# ASSIGNMENT:
Transcribe each line of the records below exactly, excluding any embedded images.

# Stored items:
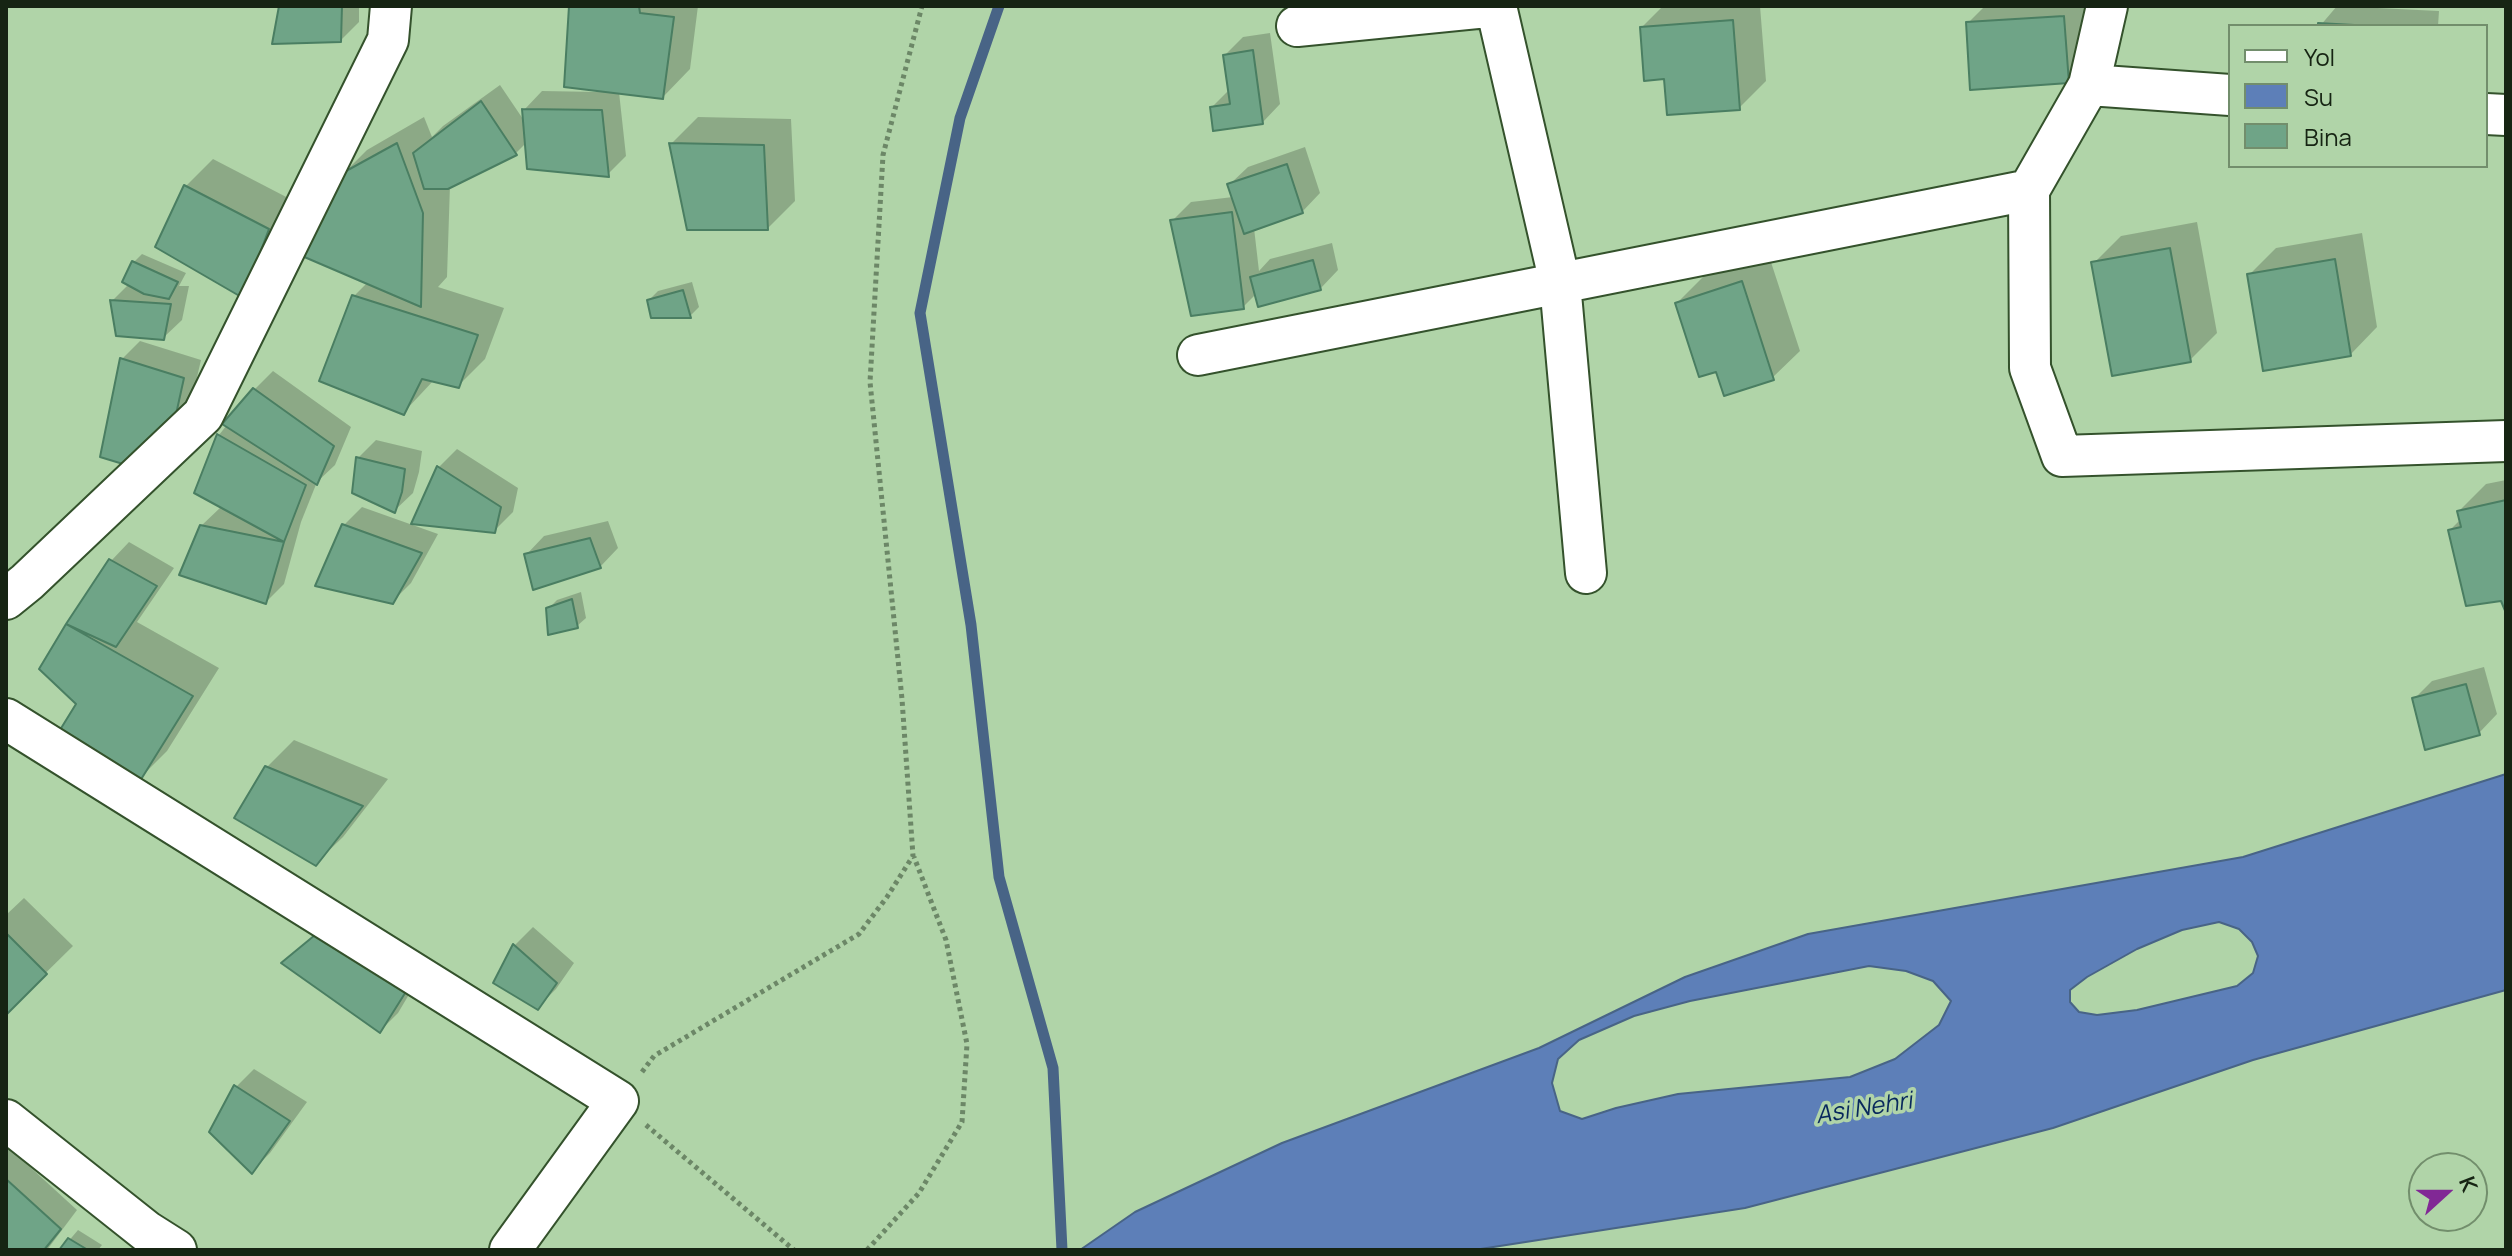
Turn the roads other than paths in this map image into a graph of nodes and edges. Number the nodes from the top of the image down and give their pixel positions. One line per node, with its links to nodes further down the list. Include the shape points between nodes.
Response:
1 (391, 6): 12 (street, via 388,40 203,415)
2 (1496, 6): 4 (street); 8 (street)
3 (2107, 6): 5 (street)
4 (1297, 26)
5 (2089, 85): 6 (street); 7 (street)
6 (2228, 95)
7 (2029, 190): 8 (street); 10 (street, via 2030,368 2062,456)
8 (1560, 283): 9 (street); 11 (street)
9 (1198, 355)
10 (2506, 441)
11 (1586, 573)
12 (6, 599)
13 (6, 719): 16 (street, via 618,1101)
14 (6, 1120): 15 (street)
15 (176, 1250)
16 (510, 1250)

# RESPONSE AREA:
Turn the roads other than paths in this map image into a graph of nodes and edges. Number the nodes from the top of the image down and give their pixel positions. One line per node, with its links to nodes further down the list. Include the shape points between nodes.
Response:
1 (391, 6): 12 (street, via 388,40 203,415)
2 (1496, 6): 4 (street); 8 (street)
3 (2107, 6): 5 (street)
4 (1297, 26)
5 (2089, 85): 6 (street); 7 (street)
6 (2228, 95)
7 (2029, 190): 8 (street); 10 (street, via 2030,368 2062,456)
8 (1560, 283): 9 (street); 11 (street)
9 (1198, 355)
10 (2506, 441)
11 (1586, 573)
12 (6, 599)
13 (6, 719): 16 (street, via 618,1101)
14 (6, 1120): 15 (street)
15 (176, 1250)
16 (510, 1250)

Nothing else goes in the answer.